Je t’aime, moi non plus
Dans cette quête du sentiment amoureux, de comment est perçu l’amour par les Marocains, lesartistes de la troupe et gens de la rue se confrontent. Ils sont parfois d’accord. «On a tous été amoureux, l’amour c’est la vie» et d’autres qui se disent loin de ces sentiments superficiels. Un vendeur de bouquins surprendra d’ailleurs les acteurs, qui ont cette facilité à se dévoiler, en leur affirmant qu’il n’a jamais été amoureux. «Mais, vous êtes mariés, vous avez des enfants. Vous n’avez jamais aimé votre femme ?», questionne l’un des acteurs. «Non !» se contente de répondre le vendeur de rêves. «Je pense qu’au Maroc, il y a avant tout un problème de langue, et c’est par ailleurs l’idée motrice du film.
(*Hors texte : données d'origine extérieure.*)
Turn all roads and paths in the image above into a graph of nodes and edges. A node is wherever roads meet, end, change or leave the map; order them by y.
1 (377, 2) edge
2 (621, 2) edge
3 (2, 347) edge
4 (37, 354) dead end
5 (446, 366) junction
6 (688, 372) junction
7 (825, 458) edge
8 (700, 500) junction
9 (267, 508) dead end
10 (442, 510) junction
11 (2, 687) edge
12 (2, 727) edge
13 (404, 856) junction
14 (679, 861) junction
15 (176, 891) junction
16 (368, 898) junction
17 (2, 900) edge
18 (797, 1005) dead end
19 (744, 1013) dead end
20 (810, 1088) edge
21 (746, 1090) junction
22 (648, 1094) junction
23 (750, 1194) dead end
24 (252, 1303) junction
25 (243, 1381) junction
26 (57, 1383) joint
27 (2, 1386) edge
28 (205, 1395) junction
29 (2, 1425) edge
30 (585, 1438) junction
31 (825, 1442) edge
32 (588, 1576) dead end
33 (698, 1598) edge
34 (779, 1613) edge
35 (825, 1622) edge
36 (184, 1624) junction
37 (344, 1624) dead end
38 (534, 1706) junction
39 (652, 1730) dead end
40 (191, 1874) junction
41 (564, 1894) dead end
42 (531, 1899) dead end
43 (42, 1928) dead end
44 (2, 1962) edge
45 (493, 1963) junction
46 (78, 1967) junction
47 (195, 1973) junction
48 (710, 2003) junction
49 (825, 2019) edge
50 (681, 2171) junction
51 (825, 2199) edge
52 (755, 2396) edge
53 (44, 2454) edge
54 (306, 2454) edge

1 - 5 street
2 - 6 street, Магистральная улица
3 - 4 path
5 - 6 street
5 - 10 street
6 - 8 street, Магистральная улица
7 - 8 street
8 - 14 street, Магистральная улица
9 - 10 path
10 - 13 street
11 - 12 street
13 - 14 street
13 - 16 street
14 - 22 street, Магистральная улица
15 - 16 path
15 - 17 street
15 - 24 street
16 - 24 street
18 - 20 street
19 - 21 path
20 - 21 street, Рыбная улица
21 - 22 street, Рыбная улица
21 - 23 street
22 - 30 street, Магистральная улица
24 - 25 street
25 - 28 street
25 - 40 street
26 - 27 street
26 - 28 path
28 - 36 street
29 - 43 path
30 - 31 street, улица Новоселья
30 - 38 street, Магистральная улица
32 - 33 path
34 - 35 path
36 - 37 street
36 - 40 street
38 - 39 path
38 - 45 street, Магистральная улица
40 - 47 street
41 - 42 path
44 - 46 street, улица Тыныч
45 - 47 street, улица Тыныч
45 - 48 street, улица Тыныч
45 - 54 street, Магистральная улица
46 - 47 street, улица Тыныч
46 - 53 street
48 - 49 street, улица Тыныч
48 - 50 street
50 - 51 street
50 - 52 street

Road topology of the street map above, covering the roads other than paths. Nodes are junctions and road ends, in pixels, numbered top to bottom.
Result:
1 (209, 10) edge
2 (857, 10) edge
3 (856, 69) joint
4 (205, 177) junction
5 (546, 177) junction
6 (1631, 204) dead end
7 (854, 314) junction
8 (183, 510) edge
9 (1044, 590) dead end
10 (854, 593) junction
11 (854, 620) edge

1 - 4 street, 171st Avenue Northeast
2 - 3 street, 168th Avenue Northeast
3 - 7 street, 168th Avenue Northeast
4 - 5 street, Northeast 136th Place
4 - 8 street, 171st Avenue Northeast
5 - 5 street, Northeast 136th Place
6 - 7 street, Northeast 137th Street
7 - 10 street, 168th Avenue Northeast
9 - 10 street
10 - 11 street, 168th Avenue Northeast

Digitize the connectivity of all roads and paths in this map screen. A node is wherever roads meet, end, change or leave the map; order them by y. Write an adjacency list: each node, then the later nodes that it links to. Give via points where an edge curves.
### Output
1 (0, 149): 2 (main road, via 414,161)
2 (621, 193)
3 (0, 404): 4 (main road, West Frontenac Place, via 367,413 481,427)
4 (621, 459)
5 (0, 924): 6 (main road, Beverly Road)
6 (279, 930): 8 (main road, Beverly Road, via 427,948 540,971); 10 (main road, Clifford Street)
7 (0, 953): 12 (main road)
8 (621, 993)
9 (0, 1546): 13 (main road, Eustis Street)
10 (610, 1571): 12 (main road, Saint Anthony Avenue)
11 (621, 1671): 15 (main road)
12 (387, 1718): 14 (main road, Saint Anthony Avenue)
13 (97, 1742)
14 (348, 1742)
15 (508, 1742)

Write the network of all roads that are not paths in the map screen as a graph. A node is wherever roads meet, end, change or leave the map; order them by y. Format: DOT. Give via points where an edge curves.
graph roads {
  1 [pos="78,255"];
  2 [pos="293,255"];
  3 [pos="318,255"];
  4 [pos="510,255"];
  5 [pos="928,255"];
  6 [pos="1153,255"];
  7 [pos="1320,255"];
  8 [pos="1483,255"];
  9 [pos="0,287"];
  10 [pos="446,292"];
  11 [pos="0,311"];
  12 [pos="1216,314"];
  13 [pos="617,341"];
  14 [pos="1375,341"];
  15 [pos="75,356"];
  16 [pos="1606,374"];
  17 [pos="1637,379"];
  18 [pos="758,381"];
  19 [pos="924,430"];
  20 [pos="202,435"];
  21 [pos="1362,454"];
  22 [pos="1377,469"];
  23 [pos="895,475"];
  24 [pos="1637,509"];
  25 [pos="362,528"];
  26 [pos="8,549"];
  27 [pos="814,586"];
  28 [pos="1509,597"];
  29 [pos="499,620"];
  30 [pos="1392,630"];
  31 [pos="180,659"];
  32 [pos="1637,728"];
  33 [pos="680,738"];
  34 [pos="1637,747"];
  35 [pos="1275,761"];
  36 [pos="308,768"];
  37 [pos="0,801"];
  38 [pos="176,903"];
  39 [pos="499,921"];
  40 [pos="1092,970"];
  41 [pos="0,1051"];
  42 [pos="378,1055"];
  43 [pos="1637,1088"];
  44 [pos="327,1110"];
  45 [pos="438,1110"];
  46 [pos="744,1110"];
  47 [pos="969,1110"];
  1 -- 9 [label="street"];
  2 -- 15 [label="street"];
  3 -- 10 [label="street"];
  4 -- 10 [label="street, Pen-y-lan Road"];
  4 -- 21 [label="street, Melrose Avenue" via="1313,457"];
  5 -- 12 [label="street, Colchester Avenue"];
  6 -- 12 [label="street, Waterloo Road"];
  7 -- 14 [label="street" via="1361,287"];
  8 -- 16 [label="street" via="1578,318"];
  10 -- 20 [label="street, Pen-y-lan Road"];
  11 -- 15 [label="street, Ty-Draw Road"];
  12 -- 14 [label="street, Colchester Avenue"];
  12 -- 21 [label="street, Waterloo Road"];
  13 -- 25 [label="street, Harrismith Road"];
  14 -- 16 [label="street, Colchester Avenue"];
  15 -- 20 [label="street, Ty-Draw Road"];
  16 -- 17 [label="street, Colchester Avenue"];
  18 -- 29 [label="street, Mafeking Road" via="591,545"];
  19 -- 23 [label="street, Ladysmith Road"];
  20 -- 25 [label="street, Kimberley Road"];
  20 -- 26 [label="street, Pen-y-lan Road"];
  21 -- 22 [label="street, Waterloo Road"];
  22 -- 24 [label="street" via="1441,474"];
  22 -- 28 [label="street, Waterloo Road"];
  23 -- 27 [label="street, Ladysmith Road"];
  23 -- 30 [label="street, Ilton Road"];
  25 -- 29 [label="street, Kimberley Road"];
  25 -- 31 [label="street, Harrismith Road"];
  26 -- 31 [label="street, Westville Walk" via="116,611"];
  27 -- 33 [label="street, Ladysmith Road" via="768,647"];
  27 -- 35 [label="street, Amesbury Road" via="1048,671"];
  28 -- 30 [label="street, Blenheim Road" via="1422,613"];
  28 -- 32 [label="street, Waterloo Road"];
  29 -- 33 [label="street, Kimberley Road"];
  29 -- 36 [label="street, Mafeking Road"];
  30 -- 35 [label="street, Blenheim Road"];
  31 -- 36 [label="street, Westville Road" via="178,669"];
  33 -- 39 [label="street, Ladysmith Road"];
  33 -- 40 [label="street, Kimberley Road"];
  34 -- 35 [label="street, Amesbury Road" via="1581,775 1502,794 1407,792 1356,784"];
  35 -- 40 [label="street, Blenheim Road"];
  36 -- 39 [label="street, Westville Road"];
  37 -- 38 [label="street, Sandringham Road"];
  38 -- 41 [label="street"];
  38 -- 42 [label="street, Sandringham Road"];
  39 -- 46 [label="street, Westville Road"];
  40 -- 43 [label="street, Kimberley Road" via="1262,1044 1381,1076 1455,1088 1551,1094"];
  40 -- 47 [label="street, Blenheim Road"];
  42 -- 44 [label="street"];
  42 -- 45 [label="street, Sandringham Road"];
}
Comme les Marocains n’ont pas de mot pour dire je t’aime, un mot qui leur appartient, qu’ils acceptent, dont ils sont fiers et pas une expression ou deux qui sonnent soit étrangères, soit vulgaires, etc. Mais le fait de ne pas pouvoir dire je t’aime ne veut pas forcément dire qu’ils n’aiment pas… Ils ne s’aiment pas, on ne s’aime pas, oui, mais on aime, en gros et en grand !», précise Sonia Terrab qui trouve que l’amour est partout autour de nous, on ne veut seulement pas le voir parce qu’on ne peut pas le dire. «Quand j’ai commencé à mieux voir mon sujet, à le regarder et regarder la ville avec une caméra, je me suis rendue compte du nombre incroyable de couples qu’il y a dans la rue, moi-même avant, je ne les voyais pas. Beaucoup se tiennent la main, s’enlacent parfois discrètement, parfois non… Sur les murs aussi on le voit, l’amour en tags ; dans mon film, c’était important pour moi de montrer ces mots d’amour sur les murs des rues de Casablanca, aux yeux de tous alors que tous crient le manque d’amour», continue la réalisatrice qui avoue entretenir avec Casablanca un rapport de haine/amour assez caricatural. Ce film, c’est une façon pour Sonia Terrab de se réconcilier avec sa ville.

Des mots à l’image…
Avant d’être un révélateur de la société à laquelle nous appartenons, ce documentaire est aussi une démarche personnelle de l’écrivaine et réalisatrice. Après la langue, c’est aussi Casablanca qui a mené Sonia Terrab à ce film. «Je pense que tout est lié, il a fallu que je la comprenne, que je la regarde mieux pour mieux l’aimer, et il en va de même avec la darija, ce sont les choses qu’on commence par rejeter qui finissent par grandir en nous…Ainsi va la maturité, et même cette révolution intérieure dont je parle dans mon deuxième roman et qui passe par l’acceptation de soi, la réconciliation avec soi d’abord, avant de s’attaquer à ce qui nous entoure», confie Sonia Terrab qui passe de la littérature au cinéma, des mots à l’image presque naturellement. «Dans mon écriture déjà, il y a souvent une intention visuelle, j’ai toujours besoin de planter la scène, le décor, les personnages, avant de décrire ce que je vois. Je savais donc, ça brulait en moi, je voulais passer directement à l’image, comme si les mots me retardaient, comme si quelque part, je me suis enfin trouvée», confie celle qui avoue avoir appris des choses sur elle, sur les jeunes et leurs espoirs. Un sorte de «voyage intérieur» pour Sonia Terrab. Un voyage qu’elle compte bien continuer en parcourant d’autres cieux, en racontant d’autres histoires, en alliant sa passion de l’écriture et des images : «J’ai écrit deux téléfilms qui vont passer ce ramadan, et je compte développer plus de projets en ce sens. J’ai besoin de faire une pause après cette expérience fabuleuse, revenir à la normale, me ressourcer dans la réalité, et on verra bien quel sera le prochain rêve, la prochaine obsession…».